__SOURCE DATA__:
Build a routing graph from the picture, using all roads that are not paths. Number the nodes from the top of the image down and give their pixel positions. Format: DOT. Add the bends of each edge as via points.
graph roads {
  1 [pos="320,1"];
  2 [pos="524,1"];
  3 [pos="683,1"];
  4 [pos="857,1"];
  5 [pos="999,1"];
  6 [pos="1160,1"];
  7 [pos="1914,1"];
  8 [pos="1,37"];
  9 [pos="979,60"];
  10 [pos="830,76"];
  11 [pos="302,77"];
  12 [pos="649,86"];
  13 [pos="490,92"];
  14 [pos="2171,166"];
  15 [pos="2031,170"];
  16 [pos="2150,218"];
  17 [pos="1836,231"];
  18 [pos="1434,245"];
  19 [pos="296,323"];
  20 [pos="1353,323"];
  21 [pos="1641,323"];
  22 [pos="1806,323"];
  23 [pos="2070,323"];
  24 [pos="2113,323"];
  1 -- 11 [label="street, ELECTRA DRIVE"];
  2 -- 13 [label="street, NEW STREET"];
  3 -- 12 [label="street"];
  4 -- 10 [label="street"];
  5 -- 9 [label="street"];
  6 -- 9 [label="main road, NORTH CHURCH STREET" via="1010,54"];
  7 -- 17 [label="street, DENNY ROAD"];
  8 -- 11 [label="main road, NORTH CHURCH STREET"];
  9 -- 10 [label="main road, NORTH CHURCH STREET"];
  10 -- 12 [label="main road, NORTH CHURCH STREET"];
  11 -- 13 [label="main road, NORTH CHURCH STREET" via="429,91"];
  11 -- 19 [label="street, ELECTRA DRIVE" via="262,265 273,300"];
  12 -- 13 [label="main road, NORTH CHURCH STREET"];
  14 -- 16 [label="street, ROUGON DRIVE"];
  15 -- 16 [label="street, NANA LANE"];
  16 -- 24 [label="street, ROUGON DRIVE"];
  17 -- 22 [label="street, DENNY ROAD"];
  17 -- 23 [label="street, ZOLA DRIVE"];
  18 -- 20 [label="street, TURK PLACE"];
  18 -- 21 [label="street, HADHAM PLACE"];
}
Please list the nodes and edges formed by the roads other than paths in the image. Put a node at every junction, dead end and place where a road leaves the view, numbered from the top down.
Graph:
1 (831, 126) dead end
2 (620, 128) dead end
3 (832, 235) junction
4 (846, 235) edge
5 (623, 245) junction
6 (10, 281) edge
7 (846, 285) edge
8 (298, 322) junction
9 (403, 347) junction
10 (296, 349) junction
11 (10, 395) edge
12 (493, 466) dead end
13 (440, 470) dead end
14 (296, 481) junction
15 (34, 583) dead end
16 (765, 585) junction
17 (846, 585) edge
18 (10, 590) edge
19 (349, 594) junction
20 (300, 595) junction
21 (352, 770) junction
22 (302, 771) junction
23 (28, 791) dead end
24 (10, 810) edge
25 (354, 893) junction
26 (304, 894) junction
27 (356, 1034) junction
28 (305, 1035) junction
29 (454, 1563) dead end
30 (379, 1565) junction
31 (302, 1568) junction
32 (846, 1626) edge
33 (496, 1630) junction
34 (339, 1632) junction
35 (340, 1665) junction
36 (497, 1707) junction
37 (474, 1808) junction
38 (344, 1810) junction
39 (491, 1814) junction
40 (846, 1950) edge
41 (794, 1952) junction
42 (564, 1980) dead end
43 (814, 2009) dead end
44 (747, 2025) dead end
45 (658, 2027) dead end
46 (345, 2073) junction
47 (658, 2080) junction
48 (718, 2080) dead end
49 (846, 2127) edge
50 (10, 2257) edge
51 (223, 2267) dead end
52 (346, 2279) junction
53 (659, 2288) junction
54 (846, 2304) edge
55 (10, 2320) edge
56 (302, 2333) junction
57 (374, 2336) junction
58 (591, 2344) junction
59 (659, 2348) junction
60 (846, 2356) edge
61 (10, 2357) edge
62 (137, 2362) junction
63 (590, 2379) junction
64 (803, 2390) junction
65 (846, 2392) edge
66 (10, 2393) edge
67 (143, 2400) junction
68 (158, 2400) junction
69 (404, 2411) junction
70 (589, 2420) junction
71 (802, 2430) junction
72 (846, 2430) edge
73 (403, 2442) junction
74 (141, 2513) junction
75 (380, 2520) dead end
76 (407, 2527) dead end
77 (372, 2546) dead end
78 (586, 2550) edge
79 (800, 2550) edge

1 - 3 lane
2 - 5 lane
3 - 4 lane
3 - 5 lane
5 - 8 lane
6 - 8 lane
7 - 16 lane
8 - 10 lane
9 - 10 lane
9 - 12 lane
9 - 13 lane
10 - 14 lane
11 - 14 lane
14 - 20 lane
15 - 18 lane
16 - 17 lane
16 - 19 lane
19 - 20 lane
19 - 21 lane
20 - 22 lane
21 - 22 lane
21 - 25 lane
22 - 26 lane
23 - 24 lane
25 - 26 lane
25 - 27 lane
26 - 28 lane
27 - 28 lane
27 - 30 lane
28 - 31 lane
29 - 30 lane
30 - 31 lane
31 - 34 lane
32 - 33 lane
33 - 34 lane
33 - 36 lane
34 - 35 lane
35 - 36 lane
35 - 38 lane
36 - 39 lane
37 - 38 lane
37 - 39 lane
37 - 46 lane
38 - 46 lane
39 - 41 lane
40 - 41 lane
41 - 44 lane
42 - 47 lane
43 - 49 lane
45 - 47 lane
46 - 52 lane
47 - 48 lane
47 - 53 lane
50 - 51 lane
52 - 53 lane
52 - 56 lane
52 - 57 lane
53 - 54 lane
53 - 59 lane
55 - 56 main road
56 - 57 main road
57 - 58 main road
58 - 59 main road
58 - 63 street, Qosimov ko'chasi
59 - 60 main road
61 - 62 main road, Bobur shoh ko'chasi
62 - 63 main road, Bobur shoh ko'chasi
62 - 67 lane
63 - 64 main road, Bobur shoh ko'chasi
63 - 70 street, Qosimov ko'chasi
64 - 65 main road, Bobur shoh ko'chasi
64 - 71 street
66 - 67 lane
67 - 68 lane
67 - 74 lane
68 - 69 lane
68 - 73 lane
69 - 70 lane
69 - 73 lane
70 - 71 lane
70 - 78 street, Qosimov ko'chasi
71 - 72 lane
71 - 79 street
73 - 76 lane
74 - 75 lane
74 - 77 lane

__PROBLEM TO WORK ON__: All of the entries above, written out exactly, make up the reply.

__WRITTEN SOLUTION__:
Build a routing graph from the picture, using all roads that are not paths. Number the nodes from the top of the image down and give their pixel positions. Format: DOT. Add the bends of each edge as via points.
graph roads {
  1 [pos="320,1"];
  2 [pos="524,1"];
  3 [pos="683,1"];
  4 [pos="857,1"];
  5 [pos="999,1"];
  6 [pos="1160,1"];
  7 [pos="1914,1"];
  8 [pos="1,37"];
  9 [pos="979,60"];
  10 [pos="830,76"];
  11 [pos="302,77"];
  12 [pos="649,86"];
  13 [pos="490,92"];
  14 [pos="2171,166"];
  15 [pos="2031,170"];
  16 [pos="2150,218"];
  17 [pos="1836,231"];
  18 [pos="1434,245"];
  19 [pos="296,323"];
  20 [pos="1353,323"];
  21 [pos="1641,323"];
  22 [pos="1806,323"];
  23 [pos="2070,323"];
  24 [pos="2113,323"];
  1 -- 11 [label="street, ELECTRA DRIVE"];
  2 -- 13 [label="street, NEW STREET"];
  3 -- 12 [label="street"];
  4 -- 10 [label="street"];
  5 -- 9 [label="street"];
  6 -- 9 [label="main road, NORTH CHURCH STREET" via="1010,54"];
  7 -- 17 [label="street, DENNY ROAD"];
  8 -- 11 [label="main road, NORTH CHURCH STREET"];
  9 -- 10 [label="main road, NORTH CHURCH STREET"];
  10 -- 12 [label="main road, NORTH CHURCH STREET"];
  11 -- 13 [label="main road, NORTH CHURCH STREET" via="429,91"];
  11 -- 19 [label="street, ELECTRA DRIVE" via="262,265 273,300"];
  12 -- 13 [label="main road, NORTH CHURCH STREET"];
  14 -- 16 [label="street, ROUGON DRIVE"];
  15 -- 16 [label="street, NANA LANE"];
  16 -- 24 [label="street, ROUGON DRIVE"];
  17 -- 22 [label="street, DENNY ROAD"];
  17 -- 23 [label="street, ZOLA DRIVE"];
  18 -- 20 [label="street, TURK PLACE"];
  18 -- 21 [label="street, HADHAM PLACE"];
}
Please list the nodes and edges formed by the roads other than paths in the image. Put a node at every junction, dead end and place where a road leaves the view, numbered from the top down.
Graph:
1 (831, 126) dead end
2 (620, 128) dead end
3 (832, 235) junction
4 (846, 235) edge
5 (623, 245) junction
6 (10, 281) edge
7 (846, 285) edge
8 (298, 322) junction
9 (403, 347) junction
10 (296, 349) junction
11 (10, 395) edge
12 (493, 466) dead end
13 (440, 470) dead end
14 (296, 481) junction
15 (34, 583) dead end
16 (765, 585) junction
17 (846, 585) edge
18 (10, 590) edge
19 (349, 594) junction
20 (300, 595) junction
21 (352, 770) junction
22 (302, 771) junction
23 (28, 791) dead end
24 (10, 810) edge
25 (354, 893) junction
26 (304, 894) junction
27 (356, 1034) junction
28 (305, 1035) junction
29 (454, 1563) dead end
30 (379, 1565) junction
31 (302, 1568) junction
32 (846, 1626) edge
33 (496, 1630) junction
34 (339, 1632) junction
35 (340, 1665) junction
36 (497, 1707) junction
37 (474, 1808) junction
38 (344, 1810) junction
39 (491, 1814) junction
40 (846, 1950) edge
41 (794, 1952) junction
42 (564, 1980) dead end
43 (814, 2009) dead end
44 (747, 2025) dead end
45 (658, 2027) dead end
46 (345, 2073) junction
47 (658, 2080) junction
48 (718, 2080) dead end
49 (846, 2127) edge
50 (10, 2257) edge
51 (223, 2267) dead end
52 (346, 2279) junction
53 (659, 2288) junction
54 (846, 2304) edge
55 (10, 2320) edge
56 (302, 2333) junction
57 (374, 2336) junction
58 (591, 2344) junction
59 (659, 2348) junction
60 (846, 2356) edge
61 (10, 2357) edge
62 (137, 2362) junction
63 (590, 2379) junction
64 (803, 2390) junction
65 (846, 2392) edge
66 (10, 2393) edge
67 (143, 2400) junction
68 (158, 2400) junction
69 (404, 2411) junction
70 (589, 2420) junction
71 (802, 2430) junction
72 (846, 2430) edge
73 (403, 2442) junction
74 (141, 2513) junction
75 (380, 2520) dead end
76 (407, 2527) dead end
77 (372, 2546) dead end
78 (586, 2550) edge
79 (800, 2550) edge

1 - 3 lane
2 - 5 lane
3 - 4 lane
3 - 5 lane
5 - 8 lane
6 - 8 lane
7 - 16 lane
8 - 10 lane
9 - 10 lane
9 - 12 lane
9 - 13 lane
10 - 14 lane
11 - 14 lane
14 - 20 lane
15 - 18 lane
16 - 17 lane
16 - 19 lane
19 - 20 lane
19 - 21 lane
20 - 22 lane
21 - 22 lane
21 - 25 lane
22 - 26 lane
23 - 24 lane
25 - 26 lane
25 - 27 lane
26 - 28 lane
27 - 28 lane
27 - 30 lane
28 - 31 lane
29 - 30 lane
30 - 31 lane
31 - 34 lane
32 - 33 lane
33 - 34 lane
33 - 36 lane
34 - 35 lane
35 - 36 lane
35 - 38 lane
36 - 39 lane
37 - 38 lane
37 - 39 lane
37 - 46 lane
38 - 46 lane
39 - 41 lane
40 - 41 lane
41 - 44 lane
42 - 47 lane
43 - 49 lane
45 - 47 lane
46 - 52 lane
47 - 48 lane
47 - 53 lane
50 - 51 lane
52 - 53 lane
52 - 56 lane
52 - 57 lane
53 - 54 lane
53 - 59 lane
55 - 56 main road
56 - 57 main road
57 - 58 main road
58 - 59 main road
58 - 63 street, Qosimov ko'chasi
59 - 60 main road
61 - 62 main road, Bobur shoh ko'chasi
62 - 63 main road, Bobur shoh ko'chasi
62 - 67 lane
63 - 64 main road, Bobur shoh ko'chasi
63 - 70 street, Qosimov ko'chasi
64 - 65 main road, Bobur shoh ko'chasi
64 - 71 street
66 - 67 lane
67 - 68 lane
67 - 74 lane
68 - 69 lane
68 - 73 lane
69 - 70 lane
69 - 73 lane
70 - 71 lane
70 - 78 street, Qosimov ko'chasi
71 - 72 lane
71 - 79 street
73 - 76 lane
74 - 75 lane
74 - 77 lane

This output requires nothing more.